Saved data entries

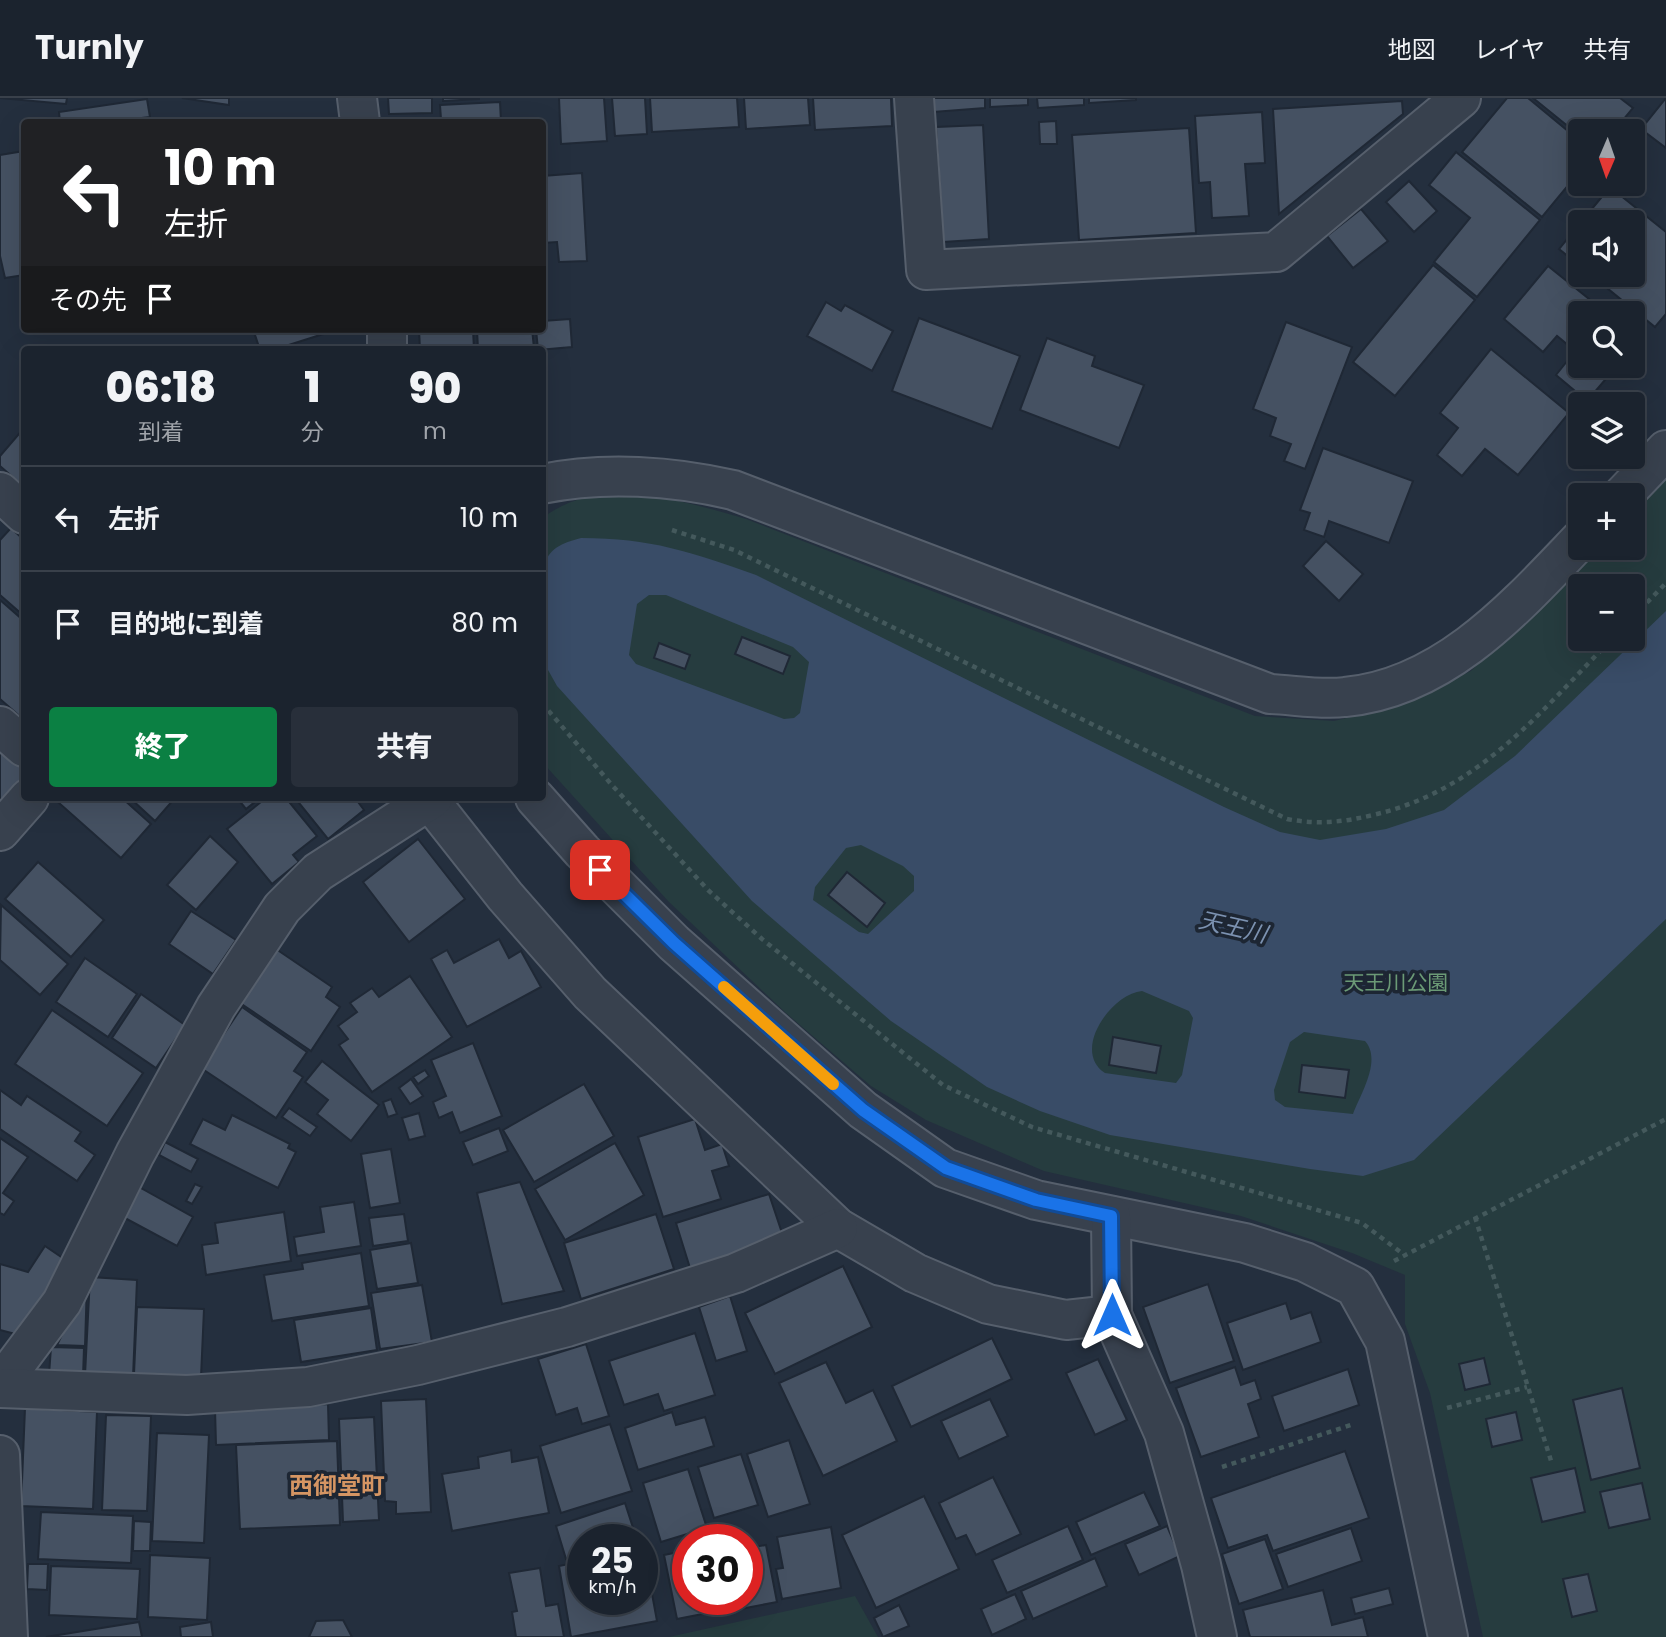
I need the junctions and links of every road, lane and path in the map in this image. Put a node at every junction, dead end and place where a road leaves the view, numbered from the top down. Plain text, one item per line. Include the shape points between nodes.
1 (357, 98) edge
2 (914, 98) edge
3 (1461, 98) edge
4 (360, 119) edge
5 (1666, 450) edge
6 (546, 483) edge
7 (1634, 483) edge
8 (0, 492) edge
9 (21, 511) edge
10 (668, 528) dead end
11 (1568, 553) edge
12 (1666, 583) edge
13 (1645, 605) edge
14 (1600, 651) edge
15 (546, 709) edge
16 (0, 726) edge
17 (21, 744) edge
18 (26, 801) edge
19 (429, 801) edge
20 (433, 801) edge
21 (538, 801) edge
22 (0, 831) edge
23 (1666, 1119) edge
24 (1111, 1216) junction
25 (1475, 1217) junction
26 (838, 1228) junction
27 (1403, 1255) junction
28 (1356, 1287) junction
29 (1112, 1315) junction
30 (0, 1386) edge
31 (1527, 1387) junction
32 (1403, 1414) junction
33 (0, 1455) edge
34 (1552, 1464) dead end
35 (1177, 1482) junction
36 (8, 1637) edge
37 (1217, 1637) edge
38 (1448, 1637) edge

1 - 4 street
2 - 3 street via 926,270 1276,252
5 - 7 street
6 - 11 street via 682,478 733,490 1270,694 1344,698 1396,687 1452,659 1528,595
8 - 9 street
10 - 14 path via 734,550 1287,819 1317,825 1412,805 1458,783 1508,745
12 - 13 path
15 - 27 path via 708,890 943,1085 1032,1126 1362,1223
16 - 17 street
18 - 22 street
19 - 30 street via 318,872 282,908 216,1007 135,1154 62,1302
20 - 26 street via 505,897 590,993
21 - 24 street via 674,943 863,1110 946,1168 1036,1200
23 - 25 path
24 - 28 street via 1245,1243 1305,1262
24 - 29 street
25 - 27 path
25 - 31 path
26 - 29 street via 915,1273 988,1304 1066,1320
26 - 30 street via 736,1273 566,1327 308,1387 187,1395
27 - 28 path
28 - 32 street via 1385,1341
29 - 35 street via 1164,1433
31 - 32 path
31 - 34 path
32 - 35 path
32 - 38 street
33 - 36 street
35 - 37 street

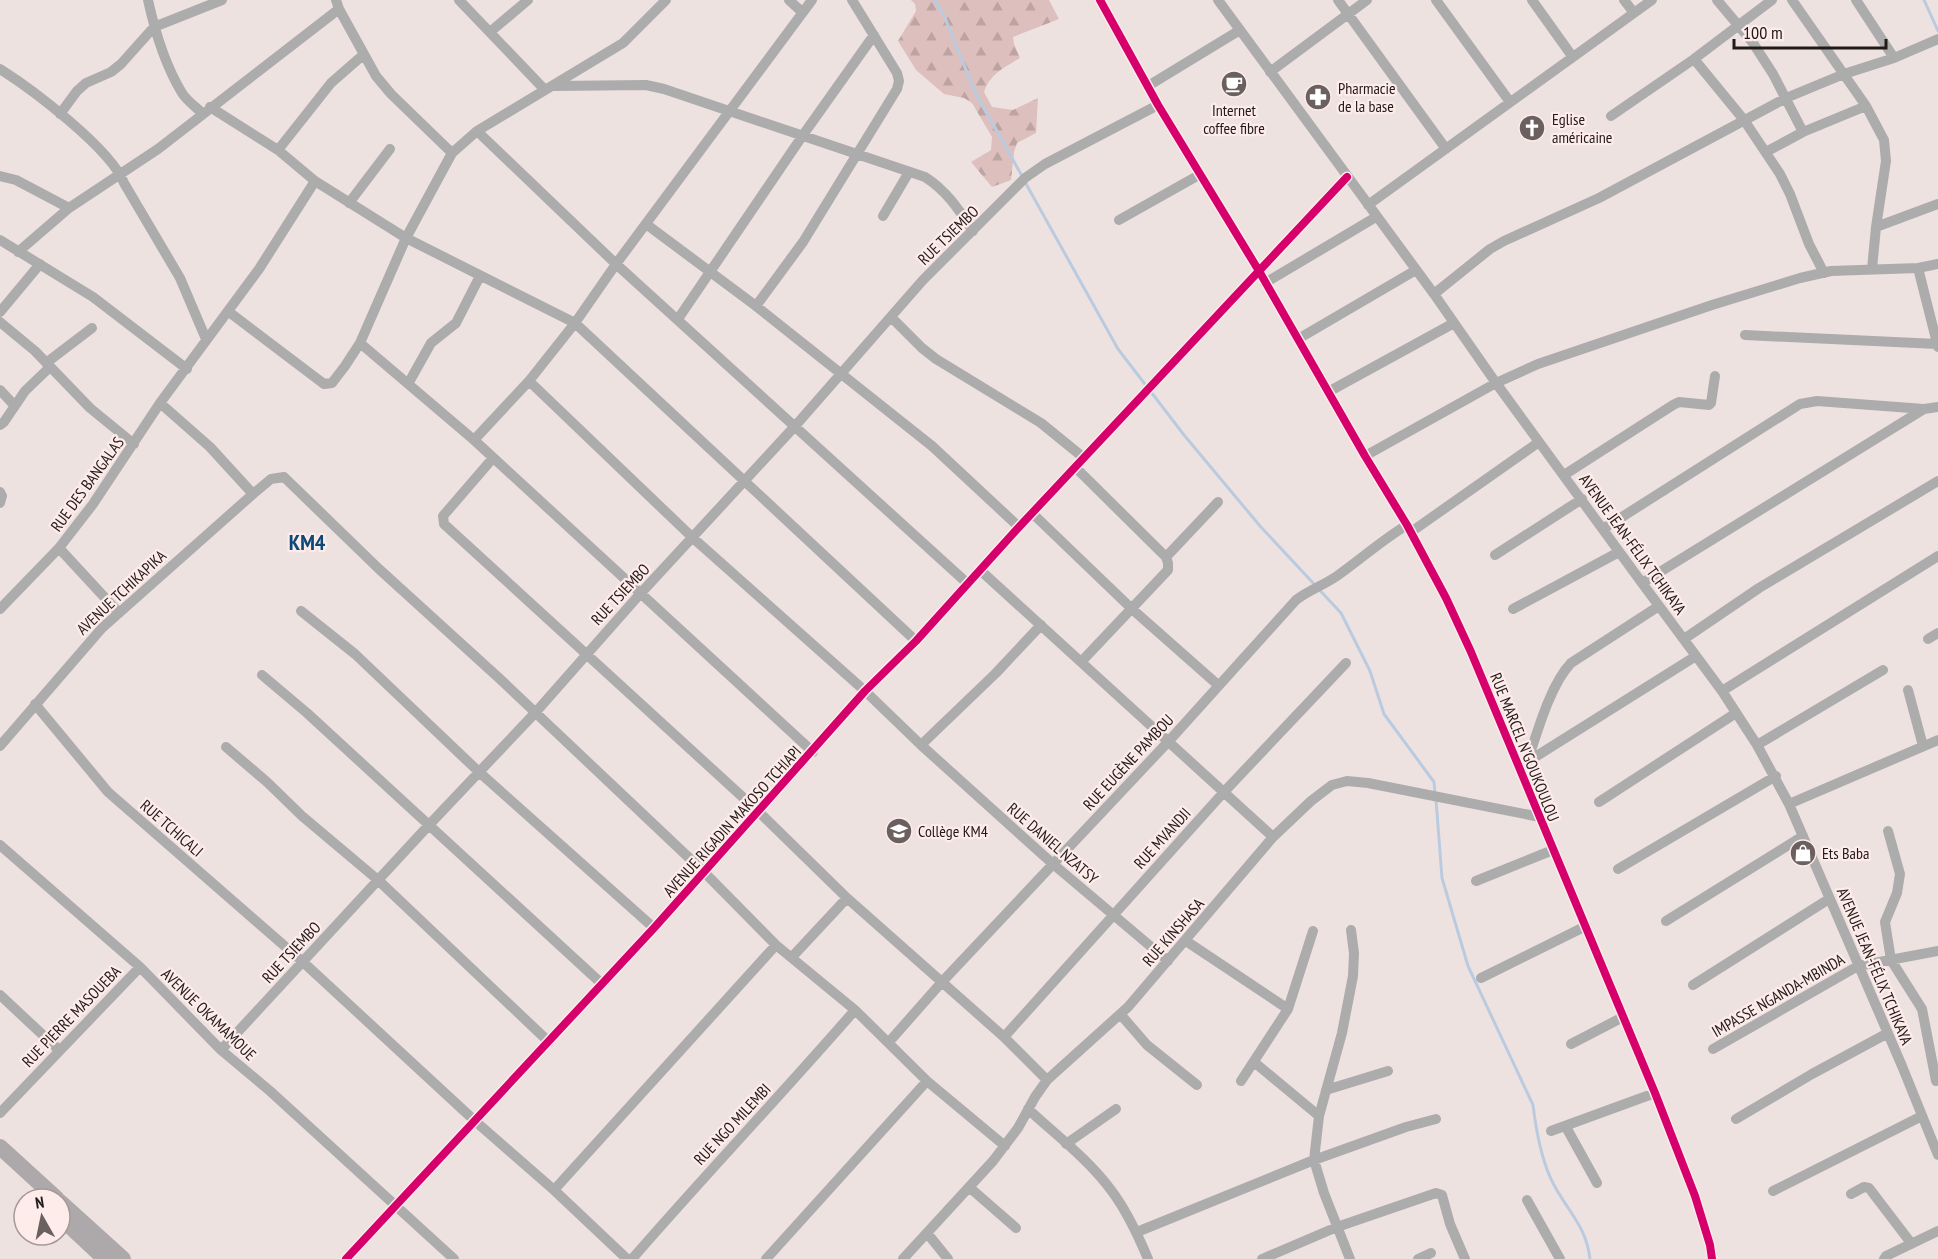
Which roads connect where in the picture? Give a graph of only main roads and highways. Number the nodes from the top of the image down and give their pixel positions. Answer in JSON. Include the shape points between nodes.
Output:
{"nodes":[{"id":1,"x":0,"y":1147,"type":"edge"},
{"id":2,"x":0,"y":1162,"type":"edge"},
{"id":3,"x":27,"y":1187,"type":"edge"},
{"id":4,"x":44,"y":1187,"type":"edge"},
{"id":5,"x":72,"y":1213,"type":"edge"},
{"id":6,"x":72,"y":1228,"type":"edge"},
{"id":7,"x":105,"y":1259,"type":"edge"},
{"id":8,"x":123,"y":1259,"type":"edge"}],
"edges":[{"from":1,"to":4,"type":"highway"},
{"from":2,"to":3,"type":"highway"},
{"from":5,"to":8,"type":"highway"},
{"from":6,"to":7,"type":"highway"}]}
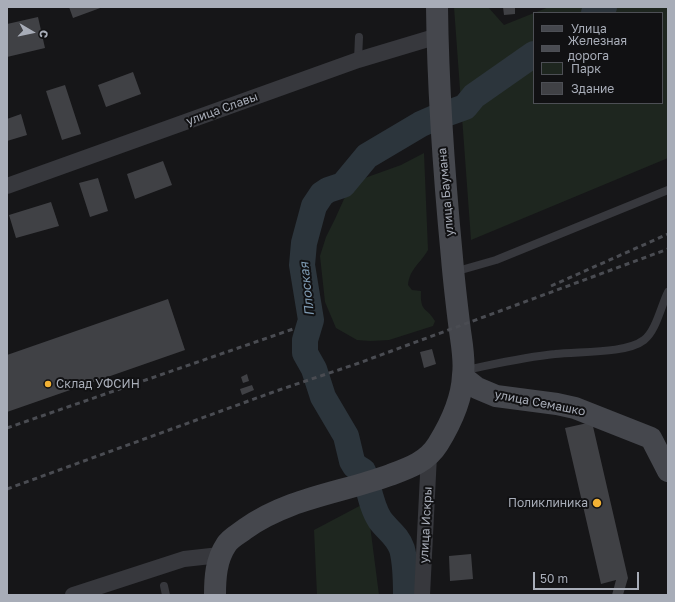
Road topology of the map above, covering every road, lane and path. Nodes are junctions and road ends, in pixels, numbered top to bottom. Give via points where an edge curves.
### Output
1 (437, 7) edge
2 (438, 36) junction
3 (359, 37) dead end
4 (358, 60) junction
5 (7, 186) edge
6 (668, 190) edge
7 (453, 272) junction
8 (668, 292) edge
9 (464, 373) junction
10 (429, 455) junction
11 (668, 471) edge
12 (220, 554) junction
13 (164, 586) dead end
14 (73, 595) edge
15 (166, 595) edge
16 (215, 595) edge
17 (422, 595) edge

1 - 2 main road, улица Баумана
2 - 4 street, улица Славы
2 - 7 main road, улица Баумана via 442,141
3 - 4 lane
4 - 5 street, улица Славы
6 - 7 lane via 496,260
7 - 9 main road, улица Баумана
8 - 9 lane via 650,333 638,344 616,349 554,354
9 - 10 main road, улица Баумана via 457,407
9 - 11 main road, улица Семашко via 478,388 496,396 575,408 651,438
10 - 12 main road via 420,462 383,478 288,505 270,513 236,535
10 - 17 street, улица Искры
12 - 14 street via 184,559
12 - 16 main road via 215,576
13 - 15 lane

- Exercise description
Please determine how many lines of the records above include the word "Give", replying with a number alone.

- Written response
2